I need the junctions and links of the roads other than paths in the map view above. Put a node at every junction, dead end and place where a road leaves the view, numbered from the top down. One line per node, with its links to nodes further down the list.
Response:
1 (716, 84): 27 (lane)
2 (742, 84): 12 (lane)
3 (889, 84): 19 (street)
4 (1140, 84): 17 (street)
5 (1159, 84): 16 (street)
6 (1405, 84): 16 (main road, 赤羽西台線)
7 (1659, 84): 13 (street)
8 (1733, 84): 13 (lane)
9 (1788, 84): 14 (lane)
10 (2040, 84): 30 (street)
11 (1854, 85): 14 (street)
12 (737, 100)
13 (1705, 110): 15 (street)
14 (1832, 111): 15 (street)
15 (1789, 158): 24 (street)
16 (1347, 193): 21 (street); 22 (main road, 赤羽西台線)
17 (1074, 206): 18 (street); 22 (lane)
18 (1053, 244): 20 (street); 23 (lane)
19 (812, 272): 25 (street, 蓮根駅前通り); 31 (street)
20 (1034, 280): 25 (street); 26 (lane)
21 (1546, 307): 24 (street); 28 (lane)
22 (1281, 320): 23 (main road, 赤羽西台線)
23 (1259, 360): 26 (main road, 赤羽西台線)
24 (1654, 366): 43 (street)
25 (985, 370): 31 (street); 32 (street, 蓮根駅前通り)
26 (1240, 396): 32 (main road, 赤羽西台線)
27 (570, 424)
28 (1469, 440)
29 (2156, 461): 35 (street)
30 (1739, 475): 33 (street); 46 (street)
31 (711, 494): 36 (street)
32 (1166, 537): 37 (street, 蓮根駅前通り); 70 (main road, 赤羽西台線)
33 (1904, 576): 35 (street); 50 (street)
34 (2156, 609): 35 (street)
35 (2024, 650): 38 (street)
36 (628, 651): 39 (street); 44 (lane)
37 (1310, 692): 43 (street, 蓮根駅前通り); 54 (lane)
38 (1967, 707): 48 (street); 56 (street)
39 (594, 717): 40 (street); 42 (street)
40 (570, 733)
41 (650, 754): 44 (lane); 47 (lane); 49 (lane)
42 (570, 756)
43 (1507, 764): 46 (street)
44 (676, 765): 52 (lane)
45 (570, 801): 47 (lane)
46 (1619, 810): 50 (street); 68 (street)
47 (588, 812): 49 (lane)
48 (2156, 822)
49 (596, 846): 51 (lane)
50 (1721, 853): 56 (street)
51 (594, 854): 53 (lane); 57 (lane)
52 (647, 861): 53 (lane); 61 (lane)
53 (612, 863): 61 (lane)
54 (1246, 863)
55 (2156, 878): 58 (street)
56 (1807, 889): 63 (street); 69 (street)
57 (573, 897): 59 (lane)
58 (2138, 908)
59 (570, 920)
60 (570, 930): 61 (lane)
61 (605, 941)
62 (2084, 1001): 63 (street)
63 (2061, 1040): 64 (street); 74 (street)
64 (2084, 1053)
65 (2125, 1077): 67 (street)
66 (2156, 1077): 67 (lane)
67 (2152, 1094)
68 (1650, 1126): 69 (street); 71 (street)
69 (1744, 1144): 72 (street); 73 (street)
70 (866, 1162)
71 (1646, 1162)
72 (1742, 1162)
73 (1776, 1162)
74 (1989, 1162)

▶ _EXERCISE INSTRUCTIONS_: Quote all the records exactly, please, leaving none out.

▶ _ANSWER TO THE EXERCISE_:
I need the junctions and links of the roads other than paths in the map view above. Put a node at every junction, dead end and place where a road leaves the view, numbered from the top down. One line per node, with its links to nodes further down the list.
Response:
1 (716, 84): 27 (lane)
2 (742, 84): 12 (lane)
3 (889, 84): 19 (street)
4 (1140, 84): 17 (street)
5 (1159, 84): 16 (street)
6 (1405, 84): 16 (main road, 赤羽西台線)
7 (1659, 84): 13 (street)
8 (1733, 84): 13 (lane)
9 (1788, 84): 14 (lane)
10 (2040, 84): 30 (street)
11 (1854, 85): 14 (street)
12 (737, 100)
13 (1705, 110): 15 (street)
14 (1832, 111): 15 (street)
15 (1789, 158): 24 (street)
16 (1347, 193): 21 (street); 22 (main road, 赤羽西台線)
17 (1074, 206): 18 (street); 22 (lane)
18 (1053, 244): 20 (street); 23 (lane)
19 (812, 272): 25 (street, 蓮根駅前通り); 31 (street)
20 (1034, 280): 25 (street); 26 (lane)
21 (1546, 307): 24 (street); 28 (lane)
22 (1281, 320): 23 (main road, 赤羽西台線)
23 (1259, 360): 26 (main road, 赤羽西台線)
24 (1654, 366): 43 (street)
25 (985, 370): 31 (street); 32 (street, 蓮根駅前通り)
26 (1240, 396): 32 (main road, 赤羽西台線)
27 (570, 424)
28 (1469, 440)
29 (2156, 461): 35 (street)
30 (1739, 475): 33 (street); 46 (street)
31 (711, 494): 36 (street)
32 (1166, 537): 37 (street, 蓮根駅前通り); 70 (main road, 赤羽西台線)
33 (1904, 576): 35 (street); 50 (street)
34 (2156, 609): 35 (street)
35 (2024, 650): 38 (street)
36 (628, 651): 39 (street); 44 (lane)
37 (1310, 692): 43 (street, 蓮根駅前通り); 54 (lane)
38 (1967, 707): 48 (street); 56 (street)
39 (594, 717): 40 (street); 42 (street)
40 (570, 733)
41 (650, 754): 44 (lane); 47 (lane); 49 (lane)
42 (570, 756)
43 (1507, 764): 46 (street)
44 (676, 765): 52 (lane)
45 (570, 801): 47 (lane)
46 (1619, 810): 50 (street); 68 (street)
47 (588, 812): 49 (lane)
48 (2156, 822)
49 (596, 846): 51 (lane)
50 (1721, 853): 56 (street)
51 (594, 854): 53 (lane); 57 (lane)
52 (647, 861): 53 (lane); 61 (lane)
53 (612, 863): 61 (lane)
54 (1246, 863)
55 (2156, 878): 58 (street)
56 (1807, 889): 63 (street); 69 (street)
57 (573, 897): 59 (lane)
58 (2138, 908)
59 (570, 920)
60 (570, 930): 61 (lane)
61 (605, 941)
62 (2084, 1001): 63 (street)
63 (2061, 1040): 64 (street); 74 (street)
64 (2084, 1053)
65 (2125, 1077): 67 (street)
66 (2156, 1077): 67 (lane)
67 (2152, 1094)
68 (1650, 1126): 69 (street); 71 (street)
69 (1744, 1144): 72 (street); 73 (street)
70 (866, 1162)
71 (1646, 1162)
72 (1742, 1162)
73 (1776, 1162)
74 (1989, 1162)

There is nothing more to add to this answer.